Hashes and Salts
April 01, 2017
A lightweight introduction to the theory of hashing and salting passwords
It goes without saying that passwords should be handled with a certain type of carefulness. Storing passwords in cleartext is a practice of the past. In fact, using passwords at all, as means of authentication, seems to be slowly going away in favour of Passwordless Authentication.
However, there is still a need for passwords, and a need for us to know, how to use them to authenticate users in a secure way. This is a lightweight introduction to the theory of hashing and salting passwords.
Have yourself a hash function
Hashing refers to the operation of applying a hash function with a key, e.g. a password. The return value of the hash function is an obfuscated version of the key, commonly referred to as the hash.
hashFunction(key);
// => hash
A hash function takes an input of arbitrary length and returns an output of fixed length. To obfuscate the input it uses a hash algorithm.
Here is an example of a theoretical hash function that uses the SHA256 algorithm to obfuscate its input:
sha256HashFunction('short string');
// => 9b5fface991e9154008ca1f446c6ce661197c96ba72329ea98261f8b508b7087
sha256HashFunction('short string');
// => 9b5fface991e9154008ca1f446c6ce661197c96ba72329ea98261f8b508b7087
sha256HashFunction('short string2');
// => 553f885a886981d23aba4f354c6076639f8fc2ff0e9dfe4881a4c2bb35c0bedc
sha256HashFunction('slightly longer string');
// => 6de683fb40f37c042cbad165f799228f02bc0eff7eee56a2c9cb30a503cc5e99
The same input always yields the same output, two very similar inputs yield a very different output, and in theory, no two different inputs should yield the same output.
The last bit is very important (hence the bolded text). It's what makes it possible to use hash values to do the integrity checking.

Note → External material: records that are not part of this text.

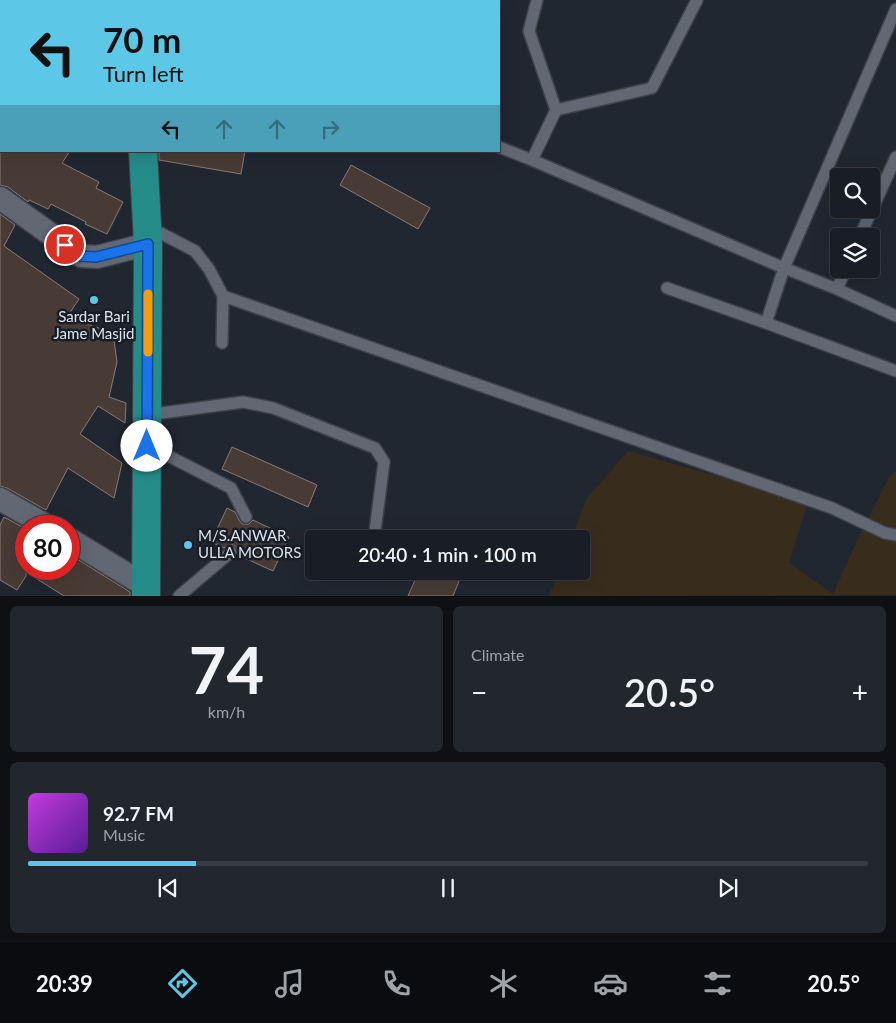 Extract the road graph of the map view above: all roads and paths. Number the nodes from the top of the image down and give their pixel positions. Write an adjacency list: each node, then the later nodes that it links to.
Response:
1 (537, 0): 4 (lane)
2 (697, 0): 4 (lane)
3 (896, 8): 12 (lane)
4 (556, 110): 8 (lane)
5 (500, 147): 8 (lane)
6 (143, 152): 11 (highway)
7 (896, 157): 10 (lane)
8 (532, 160): 12 (lane)
9 (0, 198): 11 (street)
10 (864, 228)
11 (148, 235): 16 (lane); 21 (highway)
12 (784, 268): 15 (lane); 18 (lane)
13 (842, 278): 15 (lane)
14 (667, 288): 18 (lane)
15 (837, 289): 17 (lane)
16 (223, 296): 19 (lane); 27 (lane)
17 (896, 316)
18 (766, 323): 20 (lane)
19 (222, 343)
20 (896, 371)
21 (147, 415): 22 (highway); 26 (lane)
22 (147, 446): 25 (lane); 30 (highway)
23 (0, 498): 24 (street)
24 (29, 515)
25 (246, 517)
26 (375, 530)
27 (896, 535)
28 (80, 546): 30 (street)
29 (231, 552): 31 (lane)
30 (146, 591)
31 (180, 596)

Using hashes to check integrity
It is a common approach to use hashes for file verification. When downloading a file, e.g. a piece of software from a website, the website can provide what is commonly referred to as a checksum. A checksum is merely the digital fingerprint of the file. Locally, a new checksum can be calculated for the downloaded file and compared to the checksum provided on the website. If the two checksums match, the file has - probably not - been corrupted:
checksumFromWebsite == hashFunction(file);
The "probably not" goes hand in hand with the "in theory" of the prior section. One of the desired properties of a hash function is that it should be collision resistant. However, most hash functions don't stand the test of time and are eventually proven not to be.
The same principle applies when a system checks the authenticity of a user. When the user first registers themselves in a system, they enter their desired password in cleartext. The password is then hashed and persisted in a database:
To re-enter the system, the user again enters their password in cleartext. Again, the password is hashed, and to check the user's integrity, the hashed password is compared to the persisted one from the database:
Is it offensive to add salt?
The approach described above is better than storing passwords in cleartext, but in the real world it's not sufficient. The reason is mainly something called rainbow tables. A rainbow table is basically a precomputed list of cleartext keys and their respective hashes. Using a rainbow table it is thus possible to derive a password from it's hash. To guard against this, it is common practice to add salt.
A salt is a random piece of data used to obfuscate the password even further. The reason rainbow tables work is because a hash function always yields the same output for the same input. Adding some salt to the mix makes the use of these tables impractical because a hash value no longer can be matched to the original input:
hashFunction(hashFunction('pass123') + hashFunction(randomSalt));
// => hash
hashFunction(hashFunction('pass123') + hashFunction(randomSalt));
// => different hash
Nothing has changed about how a user registers themselves in a system or how they re-enter it. But the process of checking their integrity is slightly changed. Upon registration, they still enter their desired password in cleartext which is then hashed. In addition a random salt is generated, hashed and persisted. The salt is then hashed together with the hashed password to create what can be considered a unique hash for this input at this point:
When re-entering the system, the user's supplied password is hashed, the related salt is fetched and the two are hashed together. The final hash is then compared to the hash persisted in the database:
Conclusion
In this post we have merely dipped our toes into the ocean of cryptography in order to get a better understanding of password management. Even though many of the concepts introduced are far more complex than presented here, it should have been a lightweight introduction to password integrity checking.